Biosynthesis of the wall neutral polysaccharide in Bacillus cereus AHU 1356.

The pathway for the biosynthesis of a cell wall polysaccharide, composed of glucosamine, mannosamine, galactosamine and glucose in a molar ratio of 4:1:1:1, was studied with a membrane system from Bacillus cereus AHU 1356. In this system a glycolipid characterized as GalNAc(alpha 1----4)ManNAc(beta 1----4)GlcNAc-PP-undecaprenol was formed from GlcNAc-PP-undecaprenol by sequential transfer of N-acetylmannosamine and N-acetylgalactosamine residues from UDP-ManNAc and UDP-GalNAc respectively.

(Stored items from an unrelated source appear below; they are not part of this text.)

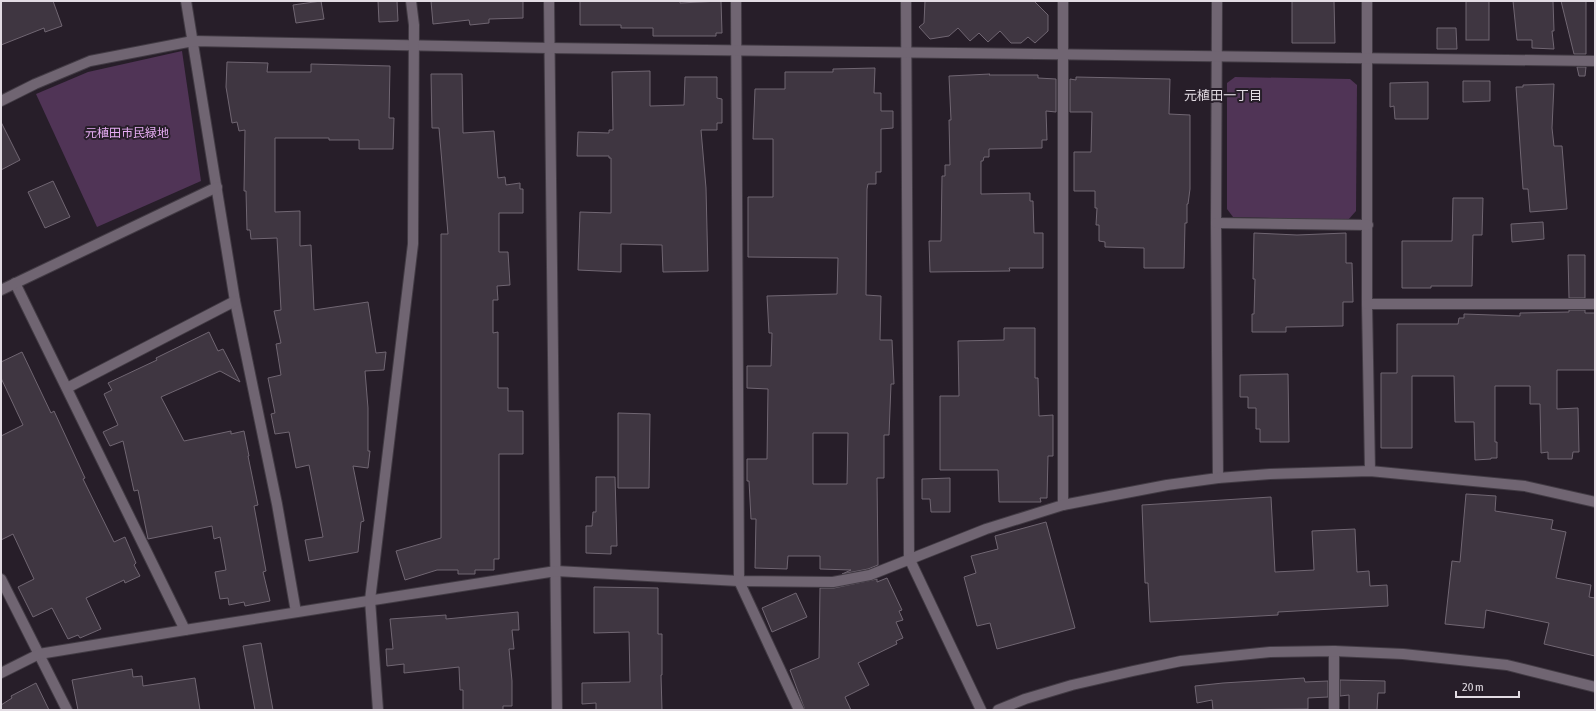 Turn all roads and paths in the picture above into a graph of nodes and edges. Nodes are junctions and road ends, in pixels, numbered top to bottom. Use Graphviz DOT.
graph roads {
  1 [pos="186,1"];
  2 [pos="411,1"];
  3 [pos="549,1"];
  4 [pos="736,1"];
  5 [pos="906,1"];
  6 [pos="1063,1"];
  7 [pos="1217,1"];
  8 [pos="1367,1"];
  9 [pos="193,41"];
  10 [pos="414,44"];
  11 [pos="549,48"];
  12 [pos="736,50"];
  13 [pos="906,52"];
  14 [pos="1064,54"];
  15 [pos="1217,56"];
  16 [pos="1366,58"];
  17 [pos="1595,61"];
  18 [pos="1,101"];
  19 [pos="217,187"];
  20 [pos="1216,224"];
  21 [pos="1368,225"];
  22 [pos="15,283"];
  23 [pos="1,290"];
  24 [pos="235,301"];
  25 [pos="1367,304"];
  26 [pos="1595,304"];
  27 [pos="67,388"];
  28 [pos="1370,471"];
  29 [pos="1218,478"];
  30 [pos="1595,502"];
  31 [pos="1063,505"];
  32 [pos="909,558"];
  33 [pos="556,571"];
  34 [pos="1,579"];
  35 [pos="739,581"];
  36 [pos="370,600"];
  37 [pos="296,612"];
  38 [pos="185,630"];
  39 [pos="1334,651"];
  40 [pos="39,654"];
  41 [pos="1,673"];
  42 [pos="1595,687"];
  43 [pos="67,710"];
  44 [pos="378,710"];
  45 [pos="557,710"];
  46 [pos="799,710"];
  47 [pos="981,710"];
  48 [pos="998,710"];
  49 [pos="1334,710"];
  1 -- 9 [label="street"];
  2 -- 10 [label="street"];
  3 -- 11 [label="street"];
  4 -- 12 [label="street"];
  5 -- 13 [label="street"];
  6 -- 14 [label="street"];
  7 -- 15 [label="street"];
  8 -- 16 [label="street"];
  9 -- 10 [label="street"];
  9 -- 18 [label="street"];
  9 -- 19 [label="street"];
  10 -- 11 [label="street"];
  10 -- 36 [label="street"];
  11 -- 12 [label="street"];
  11 -- 33 [label="street"];
  12 -- 13 [label="street"];
  12 -- 35 [label="street"];
  13 -- 14 [label="street"];
  13 -- 32 [label="street"];
  14 -- 15 [label="street"];
  14 -- 31 [label="street"];
  15 -- 16 [label="street"];
  15 -- 20 [label="street"];
  16 -- 17 [label="street"];
  16 -- 21 [label="street"];
  19 -- 22 [label="street"];
  19 -- 24 [label="street"];
  20 -- 21 [label="street"];
  20 -- 29 [label="street"];
  21 -- 25 [label="street"];
  22 -- 23 [label="street"];
  22 -- 27 [label="street"];
  24 -- 27 [label="street"];
  24 -- 37 [label="street"];
  25 -- 26 [label="street"];
  25 -- 28 [label="street"];
  27 -- 38 [label="street"];
  28 -- 29 [label="street"];
  28 -- 30 [label="street"];
  29 -- 31 [label="street"];
  31 -- 32 [label="street"];
  32 -- 35 [label="street"];
  32 -- 47 [label="street"];
  33 -- 35 [label="street"];
  33 -- 36 [label="street"];
  33 -- 45 [label="street"];
  34 -- 40 [label="street"];
  35 -- 46 [label="street"];
  36 -- 37 [label="street"];
  36 -- 44 [label="street"];
  37 -- 38 [label="street"];
  38 -- 40 [label="street"];
  39 -- 42 [label="street"];
  39 -- 48 [label="street"];
  39 -- 49 [label="street"];
  40 -- 41 [label="street"];
  40 -- 43 [label="street"];
} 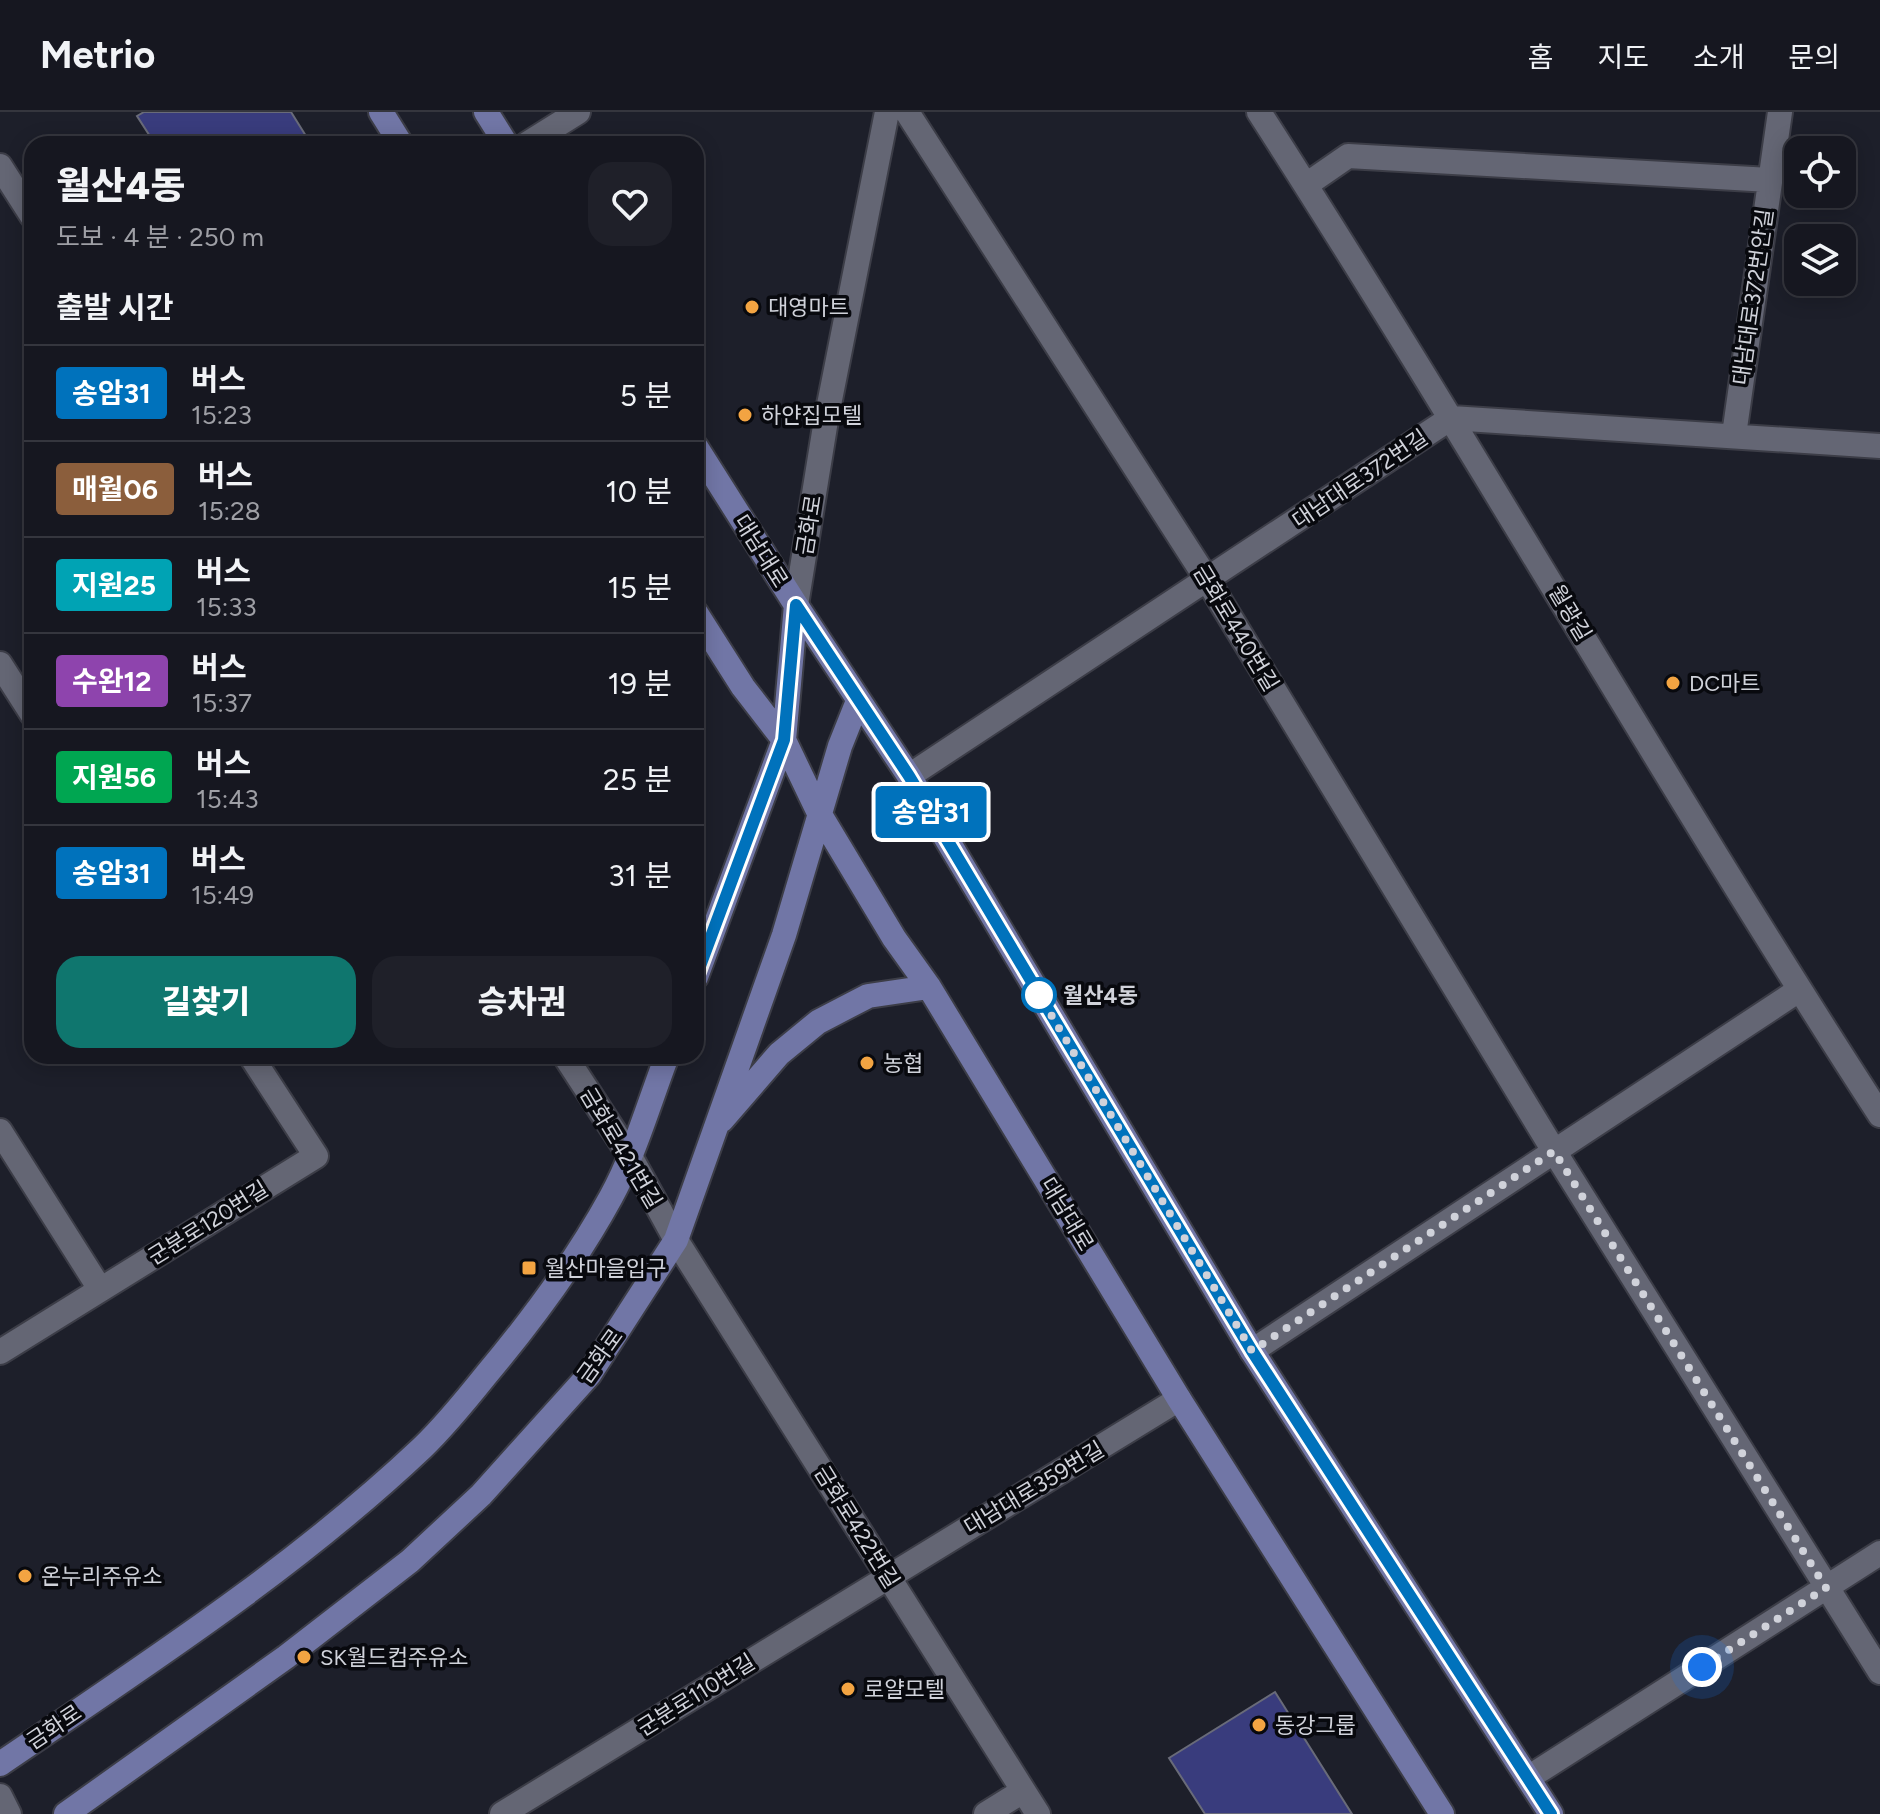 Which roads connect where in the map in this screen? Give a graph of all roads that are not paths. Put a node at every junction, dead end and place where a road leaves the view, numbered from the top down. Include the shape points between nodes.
1 (381, 112) edge
2 (486, 112) edge
3 (578, 112) edge
4 (887, 112) edge
5 (907, 112) edge
6 (1259, 112) edge
7 (1780, 112) edge
8 (396, 136) edge
9 (501, 136) edge
10 (540, 136) edge
11 (0, 166) edge
12 (1770, 180) junction
13 (1306, 185) junction
14 (24, 204) edge
15 (1451, 418) junction
16 (1734, 435) junction
17 (1880, 446) edge
18 (704, 460) edge
19 (1208, 581) junction
20 (796, 605) junction
21 (704, 626) edge
22 (0, 664) edge
23 (16, 688) edge
24 (858, 701) junction
25 (784, 740) junction
26 (909, 776) junction
27 (819, 813) junction
28 (704, 955) edge
29 (929, 987) junction
30 (1799, 990) junction
31 (256, 1064) edge
32 (570, 1064) edge
33 (664, 1064) edge
34 (1880, 1115) edge
35 (0, 1131) edge
36 (713, 1131) junction
37 (1554, 1151) junction
38 (630, 1156) junction
39 (676, 1240) junction
40 (100, 1289) junction
41 (1252, 1351) junction
42 (0, 1352) edge
43 (1179, 1399) junction
44 (1880, 1553) edge
45 (889, 1577) junction
46 (1826, 1588) junction
47 (1880, 1672) edge
48 (0, 1764) edge
49 (1528, 1778) junction
50 (1023, 1791) junction
51 (0, 1796) edge
52 (9, 1814) edge
53 (66, 1814) edge
54 (502, 1814) edge
55 (986, 1814) edge
56 (1038, 1814) edge
57 (1442, 1814) edge
58 (1551, 1814) edge

1 - 8 main road
2 - 9 main road
3 - 10 street
4 - 20 street, 금화로 via 826,420
5 - 19 street, 금화로440번길
6 - 13 street, 월광길
7 - 12 street, 대남대로372번안길
11 - 14 street
12 - 13 street via 1348,156
12 - 16 street, 대남대로372번안길
13 - 15 street, 월광길
15 - 16 street, 대남대로372번길
15 - 19 street, 대남대로372번길
15 - 30 street, 월광길
16 - 17 street, 대남대로372번길
18 - 20 main road, 대남대로
19 - 26 street, 대남대로372번길
19 - 37 street, 금화로440번길
20 - 24 main road, 대남대로
20 - 25 main road, 금화로
21 - 25 main road, 대남대로
22 - 23 street
24 - 26 main road, 대남대로
24 - 27 main road, 금화로
25 - 27 main road, 대남대로
25 - 28 main road, 금화로
26 - 41 main road, 대남대로
27 - 29 main road, 대남대로
27 - 36 main road, 금화로 via 784,935
29 - 36 main road via 868,996 818,1022 779,1054
29 - 43 main road, 대남대로
30 - 34 street, 월광길
30 - 37 street
31 - 40 street, 군분로120번길 via 316,1156
32 - 38 street, 금화로421번길
33 - 38 main road, 금화로
35 - 40 street
36 - 39 main road, 금화로
37 - 41 street
37 - 46 street, 금화로440번길
38 - 39 street, 금화로421번길
38 - 48 main road, 금화로 via 580,1251 533,1317 425,1445 361,1504 212,1618
39 - 45 street, 금화로422번길
39 - 53 main road, 금화로 via 589,1375 481,1495 410,1561 286,1657
40 - 42 street, 군분로120번길
41 - 49 main road, 대남대로
43 - 45 street, 대남대로359번길
43 - 57 main road, 대남대로
44 - 46 street
45 - 50 street, 금화로422번길
45 - 54 street, 군분로110번길
46 - 47 street, 금화로440번길
46 - 49 street
49 - 58 main road, 대남대로
50 - 55 street
50 - 56 street, 금화로422번길
51 - 52 street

An additional N-acetylglucosamine residue and a glucose residue were individually transferred from their UDP derivatives to the trisaccharide-linked lipid with the formation of tetrasaccharide-linked lipids, which seem to serve as intermediates in the polysaccharide synthesis. Incubation of membranes with the trisaccharide-linked lipid even in the absence of sugar-linked nucleotides led to the formation of polysaccharide. These results, together with the data on Smith degradation of the synthesized polysaccharide, indicate that the repeating trisaccharide units of the main chain of the polysaccharide arise from the GalNAc-ManNAc-GlcNAc moiety of the glycolipid intermediates and that the sugar residues in the lateral branches of the polymer are at least partly introduced through oligosaccharide-linked lipid intermediates. In addition, the structure of native polysaccharide was re-examined, and the presence of the disaccharide sequence ManNAc(beta 1----4)GlcNAc in the polysaccharide chain was confirmed.